The Cabinet of Curiosities of Scholarly Journals
This project aims to build a collection of material archives from the scholarly journals involved in the Revue3.0 project (and potentially beyond the circle of partner journals), in order to document the evolution of their editorial practices, both in terms of production and dissemination. The goal is to gather objects that have marked the history of each journal—and more broadly, of scholarly publishing itself: first issues, landmark issues, offprints, promotional stickers, photo albums from launch events, as well as screenshots of early platforms, graphic design evolutions, and more. The resulting collection may be showcased in exhibitions held during various Revue 3.0 events, as well as in an online exhibition.
Issues
This project aims to create a memory of the editorial practices of scholarly journals that, over the past 40 years, have undergone a digital transition.

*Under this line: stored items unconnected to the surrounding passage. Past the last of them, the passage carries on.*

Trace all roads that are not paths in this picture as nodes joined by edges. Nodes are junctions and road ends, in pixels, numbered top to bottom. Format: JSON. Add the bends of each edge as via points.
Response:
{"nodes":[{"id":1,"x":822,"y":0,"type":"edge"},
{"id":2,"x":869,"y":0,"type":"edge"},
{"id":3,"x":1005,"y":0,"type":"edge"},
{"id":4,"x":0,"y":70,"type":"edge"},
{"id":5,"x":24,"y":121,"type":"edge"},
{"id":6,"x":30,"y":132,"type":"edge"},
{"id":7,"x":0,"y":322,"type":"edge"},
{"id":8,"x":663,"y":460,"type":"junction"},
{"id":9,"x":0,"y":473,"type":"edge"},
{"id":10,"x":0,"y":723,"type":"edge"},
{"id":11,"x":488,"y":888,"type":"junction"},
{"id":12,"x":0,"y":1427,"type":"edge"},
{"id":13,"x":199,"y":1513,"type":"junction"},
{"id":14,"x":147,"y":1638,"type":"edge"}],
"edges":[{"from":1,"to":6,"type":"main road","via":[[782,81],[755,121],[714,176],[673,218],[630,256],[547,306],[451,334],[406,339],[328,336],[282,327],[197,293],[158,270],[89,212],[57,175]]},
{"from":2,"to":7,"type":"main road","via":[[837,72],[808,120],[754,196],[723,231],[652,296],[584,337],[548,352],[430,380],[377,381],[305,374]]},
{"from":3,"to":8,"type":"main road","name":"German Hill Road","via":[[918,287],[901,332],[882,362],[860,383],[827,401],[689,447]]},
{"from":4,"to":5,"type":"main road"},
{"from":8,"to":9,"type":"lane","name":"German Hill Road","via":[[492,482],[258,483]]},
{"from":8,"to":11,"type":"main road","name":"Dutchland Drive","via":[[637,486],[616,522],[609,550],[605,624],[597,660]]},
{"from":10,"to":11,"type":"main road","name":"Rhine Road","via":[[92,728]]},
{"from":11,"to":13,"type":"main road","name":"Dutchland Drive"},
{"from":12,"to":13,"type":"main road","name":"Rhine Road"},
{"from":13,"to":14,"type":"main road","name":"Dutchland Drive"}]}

It will document not only the history of these journals prior to their digital remediation, but also begin to trace what already constitutes a history of digital publishing.
The project seeks not only to collect the "editorial curiosities of journals" (an entire generation today, for example, is unfamiliar with what an offprint is), but also to capture the voices of editors and researchers who have shaped the history of scholarly publishing.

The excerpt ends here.